Patients with a complaint of dry mouth and sialometry completed were assessed in the present study. All enrollment sites routinely measure UWS and SWS flow rates as part of routine clinical practice. No patients were excluded based on gender, race or socio-economic class.

Inclusion criteria

  1. 1.

    Patients with a complaint of a dry mouth (i.e. xerostomia).

  2. 2.

    18 years of age or older.

  3. 3.

    All data necessary for this study present in the patients’ medical chart.

Exclusion criteria

  1. 1.

    Classification of Sjögren’s disease.

  2. 2.

    Previous or concurrent chemotherapy and/or radiotherapy for head and neck cancer.

  3. 3.

    Current use of parasympathomimetics, e.g. pilocarpine or cevimeline.

Variables

Selected variables were collected from the electronic health record the same day the sialometry was performed. Demographic information collected for all patients included age and sex. Current smoking and drinking were documented. Systemic diseases and all medications listed in the electronic health record were documented and categorized by main treatment categories.

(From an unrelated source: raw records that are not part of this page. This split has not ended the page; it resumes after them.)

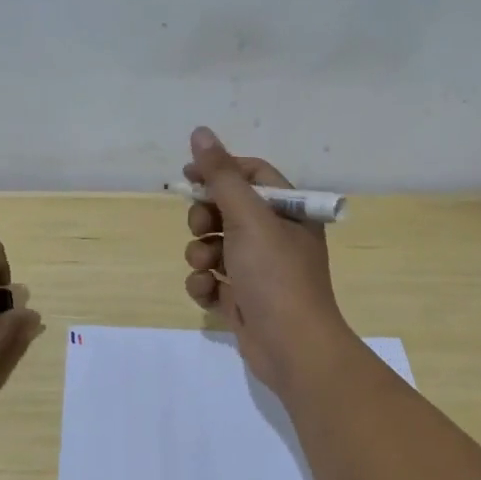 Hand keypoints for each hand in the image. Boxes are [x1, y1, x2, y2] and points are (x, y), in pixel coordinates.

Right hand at [182, 127, 353, 396]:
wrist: (291, 347)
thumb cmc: (275, 274)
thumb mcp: (248, 217)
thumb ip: (221, 175)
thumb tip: (200, 132)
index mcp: (289, 212)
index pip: (252, 175)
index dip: (219, 171)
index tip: (188, 175)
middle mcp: (276, 237)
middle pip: (228, 210)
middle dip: (206, 218)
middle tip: (201, 227)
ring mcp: (258, 270)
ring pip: (215, 246)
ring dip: (201, 253)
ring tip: (206, 266)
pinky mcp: (243, 300)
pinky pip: (213, 280)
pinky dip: (205, 283)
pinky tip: (208, 292) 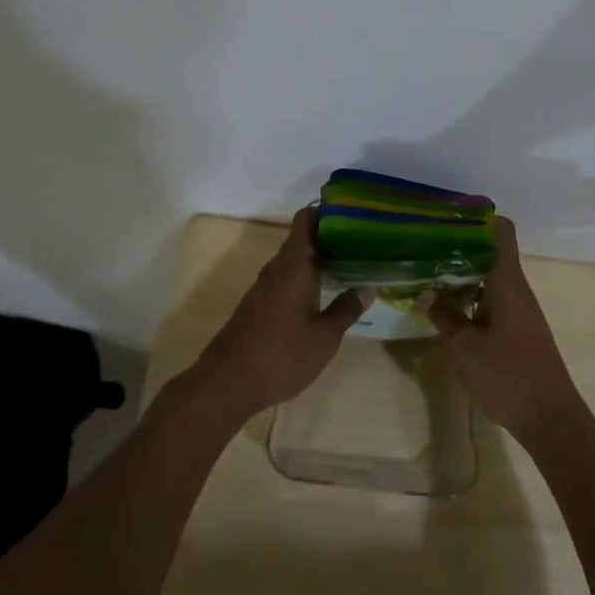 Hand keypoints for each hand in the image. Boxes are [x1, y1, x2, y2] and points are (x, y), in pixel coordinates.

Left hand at [192, 207, 370, 416]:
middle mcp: (277, 268)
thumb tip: (367, 287)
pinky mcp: (260, 304)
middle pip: (304, 238)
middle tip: (366, 242)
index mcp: (293, 265)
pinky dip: (309, 278)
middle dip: (332, 237)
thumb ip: (346, 310)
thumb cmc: (280, 355)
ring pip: (296, 260)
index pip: (306, 220)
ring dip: (321, 259)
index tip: (354, 214)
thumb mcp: (324, 338)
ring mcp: (266, 286)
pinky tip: (327, 293)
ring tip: (354, 264)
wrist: (227, 383)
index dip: (327, 211)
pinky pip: (288, 278)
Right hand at [428, 217, 584, 443]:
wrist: (551, 419)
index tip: (448, 216)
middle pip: (490, 253)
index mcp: (507, 283)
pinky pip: (491, 300)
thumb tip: (427, 292)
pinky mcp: (517, 329)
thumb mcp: (466, 348)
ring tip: (427, 274)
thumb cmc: (509, 377)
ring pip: (488, 278)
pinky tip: (446, 309)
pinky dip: (469, 297)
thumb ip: (445, 317)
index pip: (502, 231)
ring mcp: (518, 310)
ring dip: (461, 275)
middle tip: (423, 245)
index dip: (478, 218)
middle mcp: (516, 289)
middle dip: (459, 247) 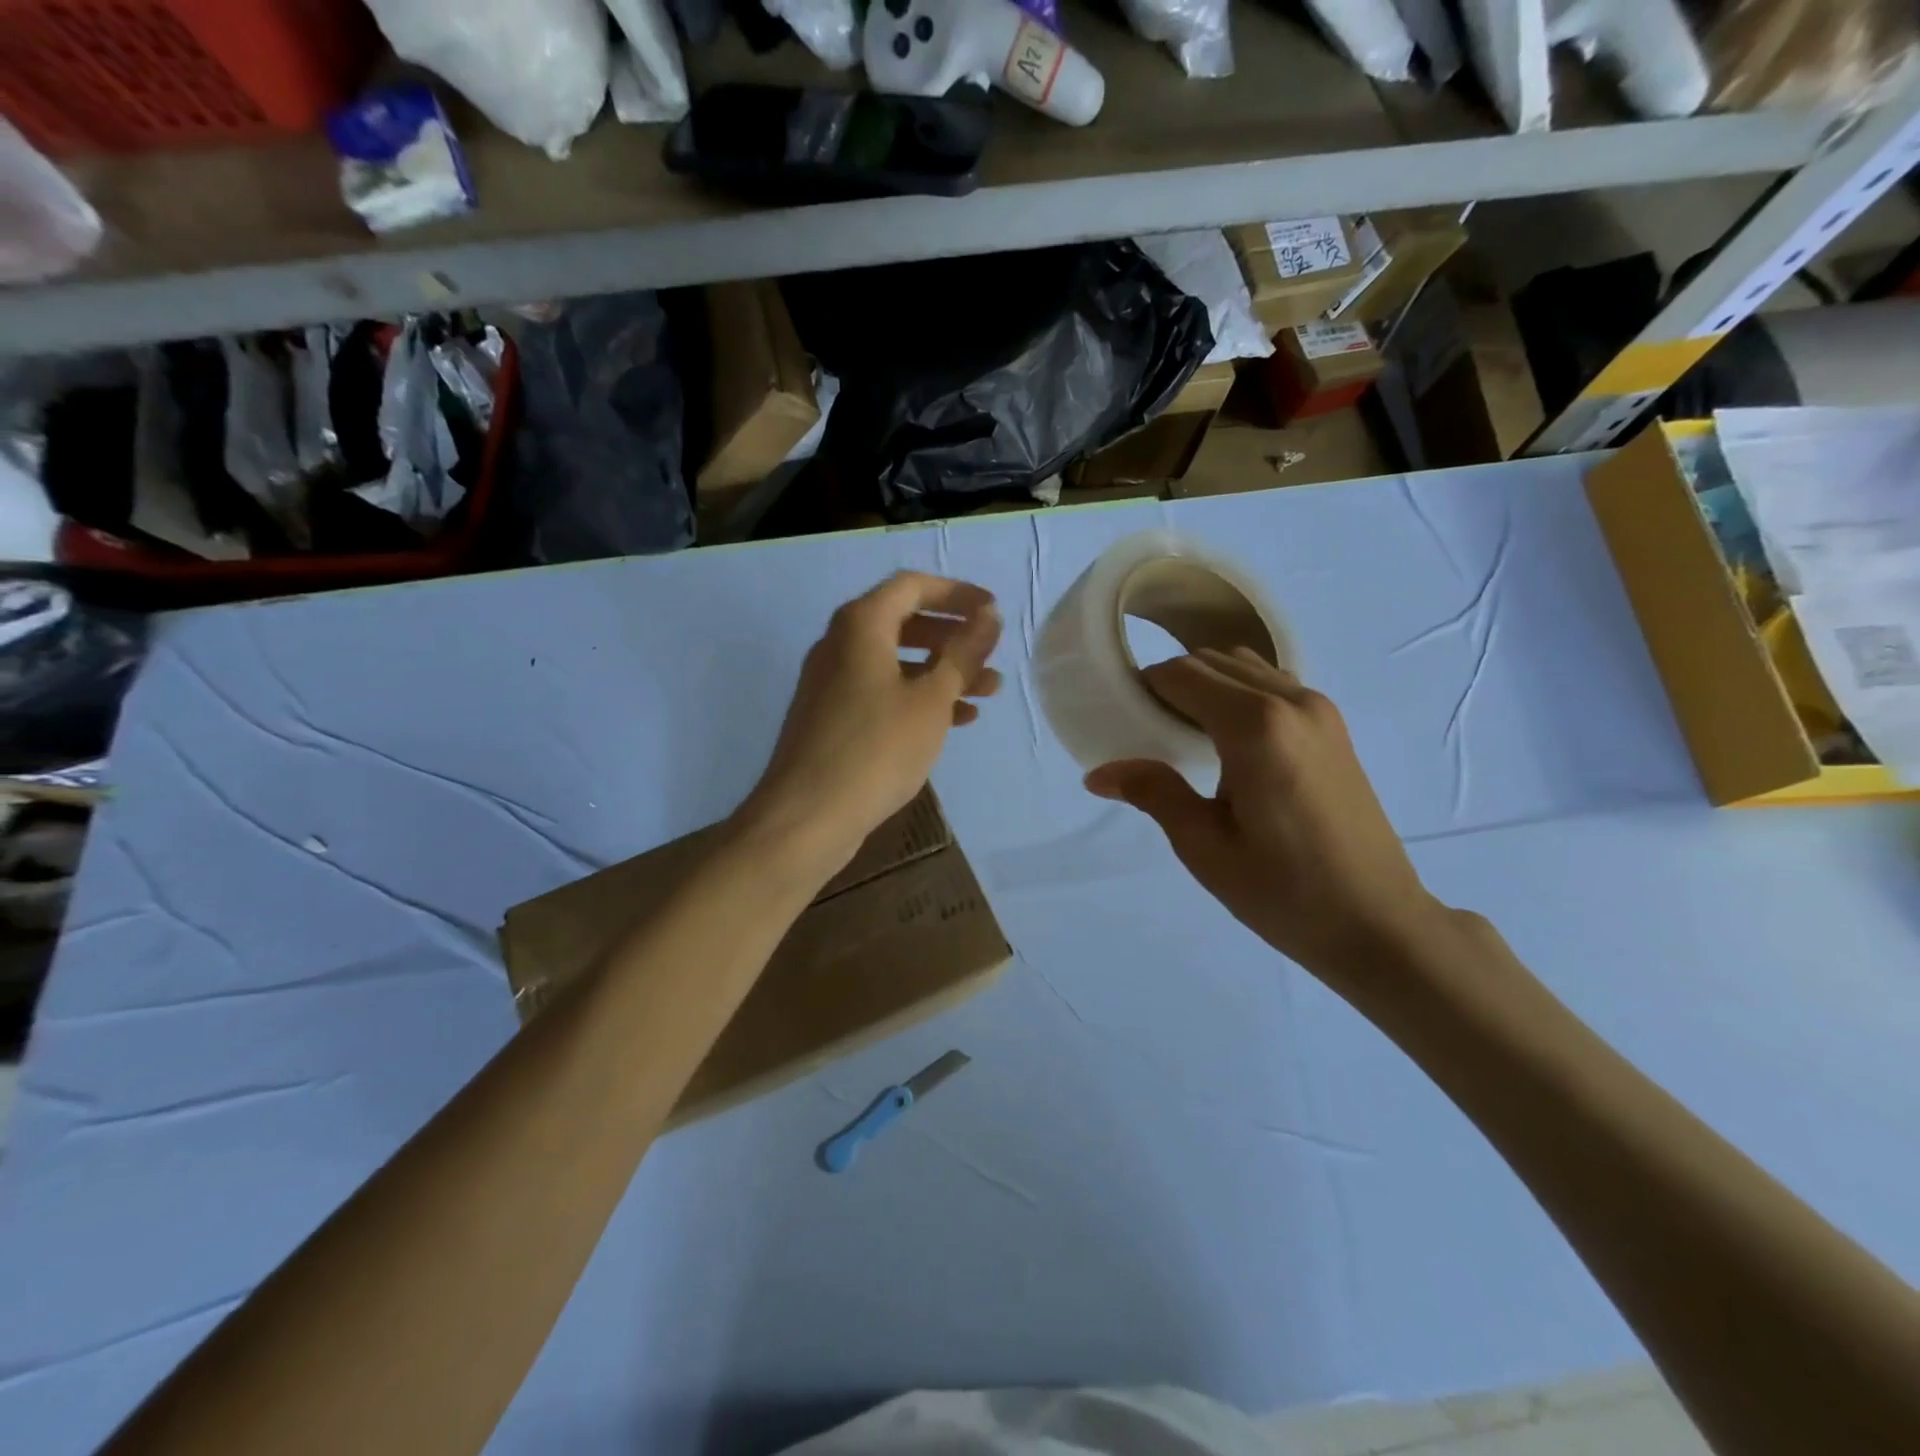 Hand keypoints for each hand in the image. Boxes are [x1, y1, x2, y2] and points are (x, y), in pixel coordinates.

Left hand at [733, 573, 1001, 882]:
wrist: (808, 816)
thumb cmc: (877, 748)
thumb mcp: (931, 699)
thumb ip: (963, 653)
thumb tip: (988, 616)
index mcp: (860, 625)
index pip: (913, 586)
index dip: (957, 593)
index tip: (993, 610)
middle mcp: (840, 644)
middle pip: (904, 622)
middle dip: (953, 636)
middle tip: (990, 653)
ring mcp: (832, 682)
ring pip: (897, 661)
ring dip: (942, 671)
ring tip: (988, 691)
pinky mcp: (832, 716)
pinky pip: (882, 691)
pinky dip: (918, 697)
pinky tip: (956, 720)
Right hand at [1085, 648, 1445, 978]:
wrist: (1378, 923)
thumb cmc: (1283, 891)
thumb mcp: (1204, 846)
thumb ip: (1154, 793)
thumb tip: (1097, 774)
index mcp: (1255, 727)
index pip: (1182, 675)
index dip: (1144, 687)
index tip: (1121, 717)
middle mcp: (1291, 701)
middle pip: (1212, 662)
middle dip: (1171, 684)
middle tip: (1147, 730)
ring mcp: (1319, 710)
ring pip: (1245, 668)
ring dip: (1207, 685)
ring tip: (1186, 736)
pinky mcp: (1334, 727)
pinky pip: (1272, 685)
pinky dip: (1239, 694)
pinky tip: (1229, 743)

Case report forms (CRFs) were designed to collect data in a standardized manner. One data abstractor per site, with specialized knowledge of the research question, performed data abstraction from the medical charts to the case report forms. To verify correct transfer of data from the medical record to the CRF, random checks were performed prior to data entry. This was done according to the 100–20 rule in which 100% of the data is checked in 20% of the CRFs and 20% of the most important data was checked in 100% of the CRFs to prevent mistakes in data retrieval [15].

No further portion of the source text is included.